Monday, July 27, 2009

Don’t You Dare… Use “Gratuitous Information”

By Larry Rosenberg

Don’t’ you dare waste your (or our) time and dissipate our (or your) energy by giving information that is not necessary to the story you are telling.

Let’s say you are listening to a colleague or friend speaking about the economic recession, a new restaurant or his/her unfolding divorce. And he/she is going on far too long. You sense there are simply too many details coming your way. You are interested in the topic, probably out of respect for the person, but not that interested!

The problem is probably related not just to the quantity of information received, but even more to its quality – meaning its lack of quality. Let’s call this low-quality stuff “gratuitous information,” or GI for short. Gratuitous means superfluous, unnecessary or unjustified. We simply do not need it and so we do not like it.

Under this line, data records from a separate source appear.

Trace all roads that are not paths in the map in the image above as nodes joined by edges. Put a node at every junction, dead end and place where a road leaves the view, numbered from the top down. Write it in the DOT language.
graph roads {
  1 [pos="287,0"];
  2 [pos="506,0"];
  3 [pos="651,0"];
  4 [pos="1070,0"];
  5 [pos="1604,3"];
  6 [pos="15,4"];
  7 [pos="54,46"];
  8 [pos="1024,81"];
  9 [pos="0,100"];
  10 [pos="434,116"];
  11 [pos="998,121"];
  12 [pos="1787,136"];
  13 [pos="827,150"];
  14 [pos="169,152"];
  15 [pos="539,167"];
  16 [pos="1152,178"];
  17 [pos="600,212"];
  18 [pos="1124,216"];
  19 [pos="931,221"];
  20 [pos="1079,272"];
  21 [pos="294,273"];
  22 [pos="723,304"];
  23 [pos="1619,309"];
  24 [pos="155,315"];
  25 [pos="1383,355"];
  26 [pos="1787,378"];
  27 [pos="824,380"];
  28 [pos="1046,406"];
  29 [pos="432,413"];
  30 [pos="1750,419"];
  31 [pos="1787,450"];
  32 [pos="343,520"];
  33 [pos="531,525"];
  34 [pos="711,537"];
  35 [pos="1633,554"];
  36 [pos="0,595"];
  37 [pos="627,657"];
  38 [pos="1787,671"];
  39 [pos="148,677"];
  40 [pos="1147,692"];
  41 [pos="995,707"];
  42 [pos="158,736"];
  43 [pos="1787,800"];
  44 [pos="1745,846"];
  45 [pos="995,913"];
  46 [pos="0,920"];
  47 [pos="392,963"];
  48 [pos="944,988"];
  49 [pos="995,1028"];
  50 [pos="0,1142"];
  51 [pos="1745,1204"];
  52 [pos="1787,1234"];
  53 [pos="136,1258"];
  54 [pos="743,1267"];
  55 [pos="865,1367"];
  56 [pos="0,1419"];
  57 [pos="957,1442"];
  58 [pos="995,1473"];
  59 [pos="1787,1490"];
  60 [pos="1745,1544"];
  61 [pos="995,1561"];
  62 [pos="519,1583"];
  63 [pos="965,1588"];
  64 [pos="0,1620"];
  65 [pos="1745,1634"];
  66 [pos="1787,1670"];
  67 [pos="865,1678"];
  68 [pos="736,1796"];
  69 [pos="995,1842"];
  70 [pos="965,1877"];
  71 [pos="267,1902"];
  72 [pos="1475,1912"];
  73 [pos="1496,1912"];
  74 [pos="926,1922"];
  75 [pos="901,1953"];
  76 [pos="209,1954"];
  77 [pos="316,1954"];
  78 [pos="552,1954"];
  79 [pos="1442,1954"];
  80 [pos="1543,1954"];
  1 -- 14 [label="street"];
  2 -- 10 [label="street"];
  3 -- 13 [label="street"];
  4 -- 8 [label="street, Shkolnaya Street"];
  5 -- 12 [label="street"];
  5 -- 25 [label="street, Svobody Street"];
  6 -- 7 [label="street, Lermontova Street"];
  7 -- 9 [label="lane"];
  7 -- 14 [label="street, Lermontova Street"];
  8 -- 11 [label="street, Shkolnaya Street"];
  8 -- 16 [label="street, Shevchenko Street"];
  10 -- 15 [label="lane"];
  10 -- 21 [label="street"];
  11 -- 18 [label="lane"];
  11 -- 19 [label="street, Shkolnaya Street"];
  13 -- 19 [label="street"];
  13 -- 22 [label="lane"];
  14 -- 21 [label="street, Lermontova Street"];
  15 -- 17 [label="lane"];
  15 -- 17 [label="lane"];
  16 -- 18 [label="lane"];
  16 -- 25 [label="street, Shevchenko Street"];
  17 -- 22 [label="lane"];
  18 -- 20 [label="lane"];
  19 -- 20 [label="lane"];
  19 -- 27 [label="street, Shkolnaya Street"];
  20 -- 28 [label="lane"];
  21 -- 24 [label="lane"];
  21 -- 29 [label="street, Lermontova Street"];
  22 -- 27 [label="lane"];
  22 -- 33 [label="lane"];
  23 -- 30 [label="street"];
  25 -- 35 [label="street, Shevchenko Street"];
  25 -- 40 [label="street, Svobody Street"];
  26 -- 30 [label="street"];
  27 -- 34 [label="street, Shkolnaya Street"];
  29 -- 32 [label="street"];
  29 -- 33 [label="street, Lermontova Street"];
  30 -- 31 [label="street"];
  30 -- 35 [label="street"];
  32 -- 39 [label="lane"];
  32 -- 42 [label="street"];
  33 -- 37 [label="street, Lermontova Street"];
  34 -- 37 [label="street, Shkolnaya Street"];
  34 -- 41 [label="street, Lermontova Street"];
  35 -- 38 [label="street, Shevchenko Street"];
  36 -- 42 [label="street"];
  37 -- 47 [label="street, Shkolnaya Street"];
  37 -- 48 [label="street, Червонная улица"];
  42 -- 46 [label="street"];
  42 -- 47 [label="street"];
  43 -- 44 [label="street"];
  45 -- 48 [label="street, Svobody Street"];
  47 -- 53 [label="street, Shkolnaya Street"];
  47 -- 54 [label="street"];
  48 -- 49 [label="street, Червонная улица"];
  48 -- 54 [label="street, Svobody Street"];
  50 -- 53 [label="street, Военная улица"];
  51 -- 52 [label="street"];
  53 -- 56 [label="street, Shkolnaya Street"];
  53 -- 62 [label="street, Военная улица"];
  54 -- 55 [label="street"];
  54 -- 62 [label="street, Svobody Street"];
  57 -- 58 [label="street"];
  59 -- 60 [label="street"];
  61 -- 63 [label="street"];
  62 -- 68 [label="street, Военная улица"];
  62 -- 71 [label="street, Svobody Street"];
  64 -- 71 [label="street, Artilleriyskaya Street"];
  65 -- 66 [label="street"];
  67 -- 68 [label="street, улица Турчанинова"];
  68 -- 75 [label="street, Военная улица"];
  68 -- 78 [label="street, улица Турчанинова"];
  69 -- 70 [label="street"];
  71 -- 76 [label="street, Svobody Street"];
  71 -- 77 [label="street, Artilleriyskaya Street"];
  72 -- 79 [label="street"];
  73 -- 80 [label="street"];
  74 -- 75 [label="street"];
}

Here is an example: Your colleague is describing how much he likes sushi, while everyone in the group is ordering their favorite sushi pieces and rolls. Suddenly he adds how last year he was at a sushi restaurant and what he ordered smelled funny to him, what he dubs the “great risk of sushi.” The issue is not the truth of his statement and experience, rather it is about his judgment. Or in this case, a dubious judgment of what he said and his not thinking through the unintended consequence of his words on the mood of the group.

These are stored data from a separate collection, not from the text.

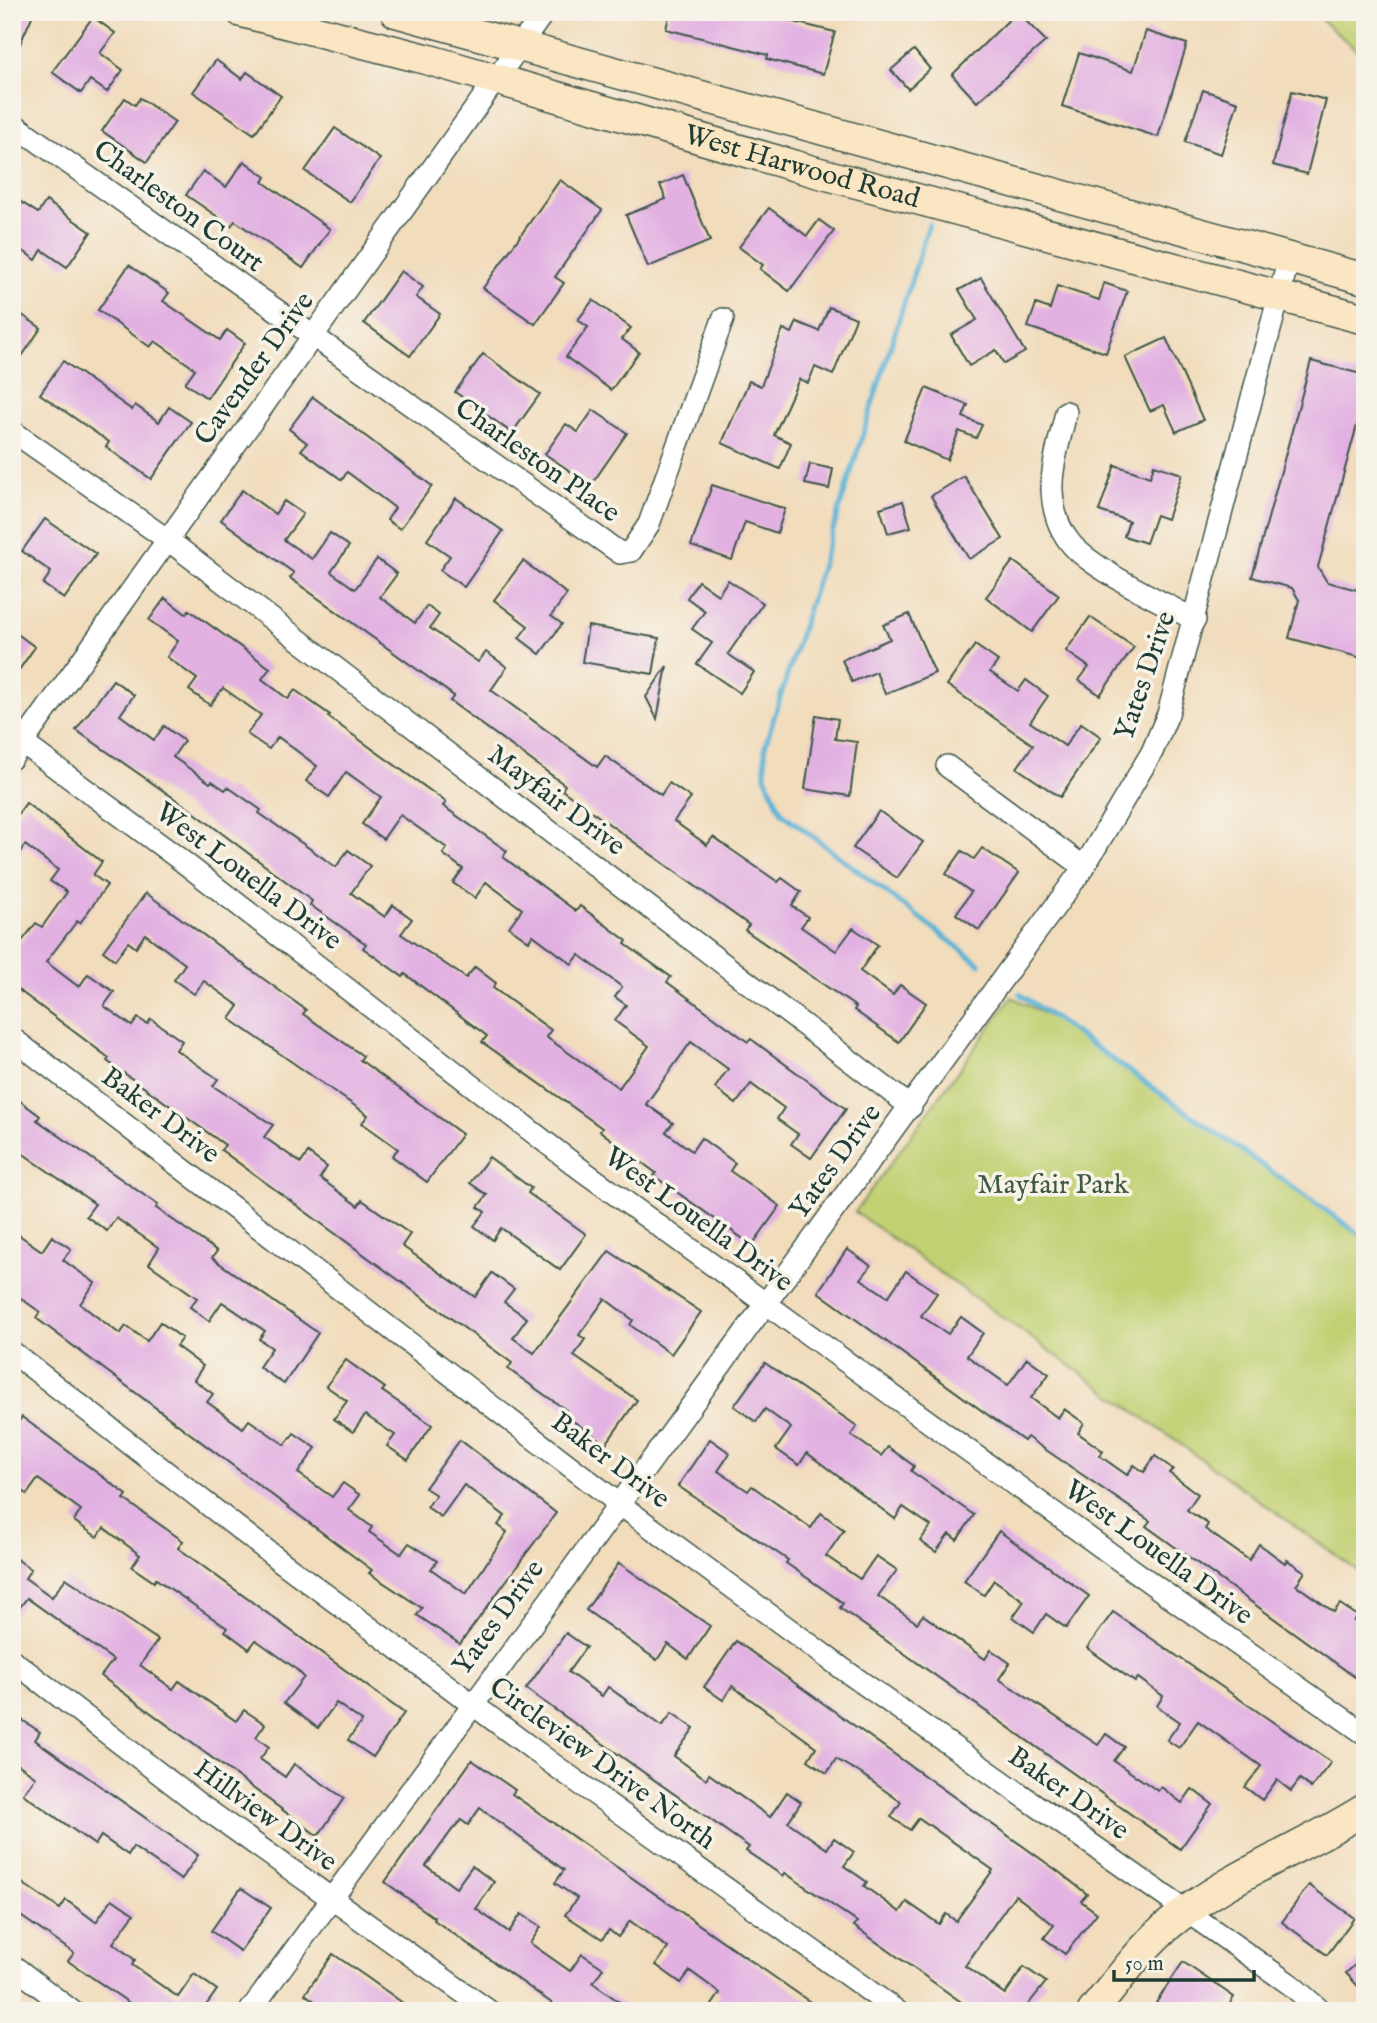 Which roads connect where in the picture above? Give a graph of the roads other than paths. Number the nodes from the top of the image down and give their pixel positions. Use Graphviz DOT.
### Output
graph roads {
  1 [pos="242,12"];
  2 [pos="396,12"];
  3 [pos="544,12"];
  4 [pos="520,46"];
  5 [pos="496,79"];
  6 [pos="12,123"];
  7 [pos="1289,258"];
  8 [pos="1365,279"];
  9 [pos="1279,296"];
  10 [pos="723,319"];
  11 [pos="1365,319"];
  12 [pos="312,338"];
  13 [pos="1066,412"];
  14 [pos="12,431"];
  15 [pos="167,540"];
  16 [pos="1195,620"];
  17 [pos="16,745"];
  18 [pos="947,766"];
  19 [pos="1084,867"];
  20 [pos="12,1038"];
  21 [pos="911,1107"];
  22 [pos="768,1305"];
  23 [pos="12,1352"];
  24 [pos="618,1503"];
  25 [pos="12,1660"];
  26 [pos="472,1704"];
  27 [pos="1365,1734"];
  28 [pos="1365,1809"];
  29 [pos="331,1898"];
  30 [pos="1185,1912"];
  31 [pos="12,1965"];
  32 [pos="72,2011"];
  33 [pos="250,2011"];
  34 [pos="489,2011"];
  35 [pos="897,2011"];
  36 [pos="1093,2011"];
  37 [pos="1321,2011"];
  1 -- 5 [label="main road, West Harwood Road"];
  2 -- 4 [label="main road, West Harwood Road"];
  3 -- 4 [label="street, Cavender Drive"];
  4 -- 5 [label="street, Cavender Drive"];
  4 -- 7 [label="main road, West Harwood Road"];
  5 -- 9 [label="main road, West Harwood Road"];
  5 -- 12 [label="street, Cavender Drive"];
  6 -- 12 [label="street, Charleston Court"];
  7 -- 8 [label="main road, West Harwood Road"];
  7 -- 9 [label="street, Yates Drive"];
  9 -- 11 [label="main road, West Harwood Road"];
  9 -- 16 [label="street, Yates Drive"];
  10 -- 12 [label="street, Charleston Place"];
  12 -- 15 [label="street, Cavender Drive"];
  13 -- 16 [label="street"];
  14 -- 15 [label="street, Mayfair Drive"];
  15 -- 17 [label="street, Cavender Drive"];
  15 -- 21 [label="street, Mayfair Drive"];
  16 -- 19 [label="street, Yates Drive"];
  17 -- 22 [label="street, West Louella Drive"];
  18 -- 19 [label="street"];
  19 -- 21 [label="street, Yates Drive"];
  20 -- 24 [label="street, Baker Drive"];
  21 -- 22 [label="street, Yates Drive"];
  22 -- 24 [label="street, Yates Drive"];
  22 -- 27 [label="street, West Louella Drive"];
  23 -- 26 [label="street, Circleview Drive North"];
  24 -- 26 [label="street, Yates Drive"];
  24 -- 30 [label="street, Baker Drive"];
  25 -- 29 [label="street, Hillview Drive"];
  26 -- 29 [label="street, Yates Drive"];
  26 -- 35 [label="street, Circleview Drive North"];
  28 -- 30 [label="main road"];
  29 -- 33 [label="street, Yates Drive"];
  29 -- 34 [label="street, Hillview Drive"];
  30 -- 36 [label="main road"];
  30 -- 37 [label="street, Baker Drive"];
  31 -- 32 [label="street"];
}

Why do people include GI in their communications?
  • It could be they simply cannot tell the difference between what is important and want is fluffy or even off-putting.
  • Or they have a need to share and be understood and mistakenly think that their story is interesting to others as well.
  • Or they are thinking and speaking so fast that they are not evaluating the probable impact of what they are uttering.
  • Or they believe that “colorful” content, what we now call GI, makes them look more interesting.

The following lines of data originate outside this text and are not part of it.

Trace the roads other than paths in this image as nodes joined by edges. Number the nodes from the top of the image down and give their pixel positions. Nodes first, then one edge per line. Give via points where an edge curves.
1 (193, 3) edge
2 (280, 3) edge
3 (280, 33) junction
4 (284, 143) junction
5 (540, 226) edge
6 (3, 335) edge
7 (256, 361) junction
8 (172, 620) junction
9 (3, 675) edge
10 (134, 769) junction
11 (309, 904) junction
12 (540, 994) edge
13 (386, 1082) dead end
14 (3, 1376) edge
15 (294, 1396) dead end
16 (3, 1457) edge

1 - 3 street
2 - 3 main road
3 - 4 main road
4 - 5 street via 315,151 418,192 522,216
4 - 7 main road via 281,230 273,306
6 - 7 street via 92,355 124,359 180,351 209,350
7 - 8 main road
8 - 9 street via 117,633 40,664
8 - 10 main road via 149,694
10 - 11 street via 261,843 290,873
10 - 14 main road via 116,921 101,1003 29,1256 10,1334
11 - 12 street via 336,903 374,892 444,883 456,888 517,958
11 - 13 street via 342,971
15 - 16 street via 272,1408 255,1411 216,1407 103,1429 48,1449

Now that you realize how much you do not appreciate GI when others speak or write, how about looking in the mirror and identifying GI in you speaking and writing. Ask yourself these questions:

  • What are my best points to make on this topic? And stick to your mental or written list. Oh, a few examples and short stories can add clarity and color, but don’t go too far off the track.
  • How much detail and what type of detail are appropriate to this listener, topic and situation? It is usually better to say less than you might like, thus giving the other person the courtesy of asking for more detail, if he needs it.
  • How much should I speak compared to listening to another person? Since you can usually learn more by listening to others than speaking yourself, endeavor to be focused and brief, thus allowing more time in the encounter to listen and learn.
  • How can I edit out potential GI from my conversations? Develop the skill of meta-listening, which is speaking slowly enough while you think ahead about what to say next, and then considering in a micro-second whether the prospective content is useful or GI.

So, don’t you dare use GI. And give gentle and constructive feedback to others about their GI. Let’s make the world safer for good communication!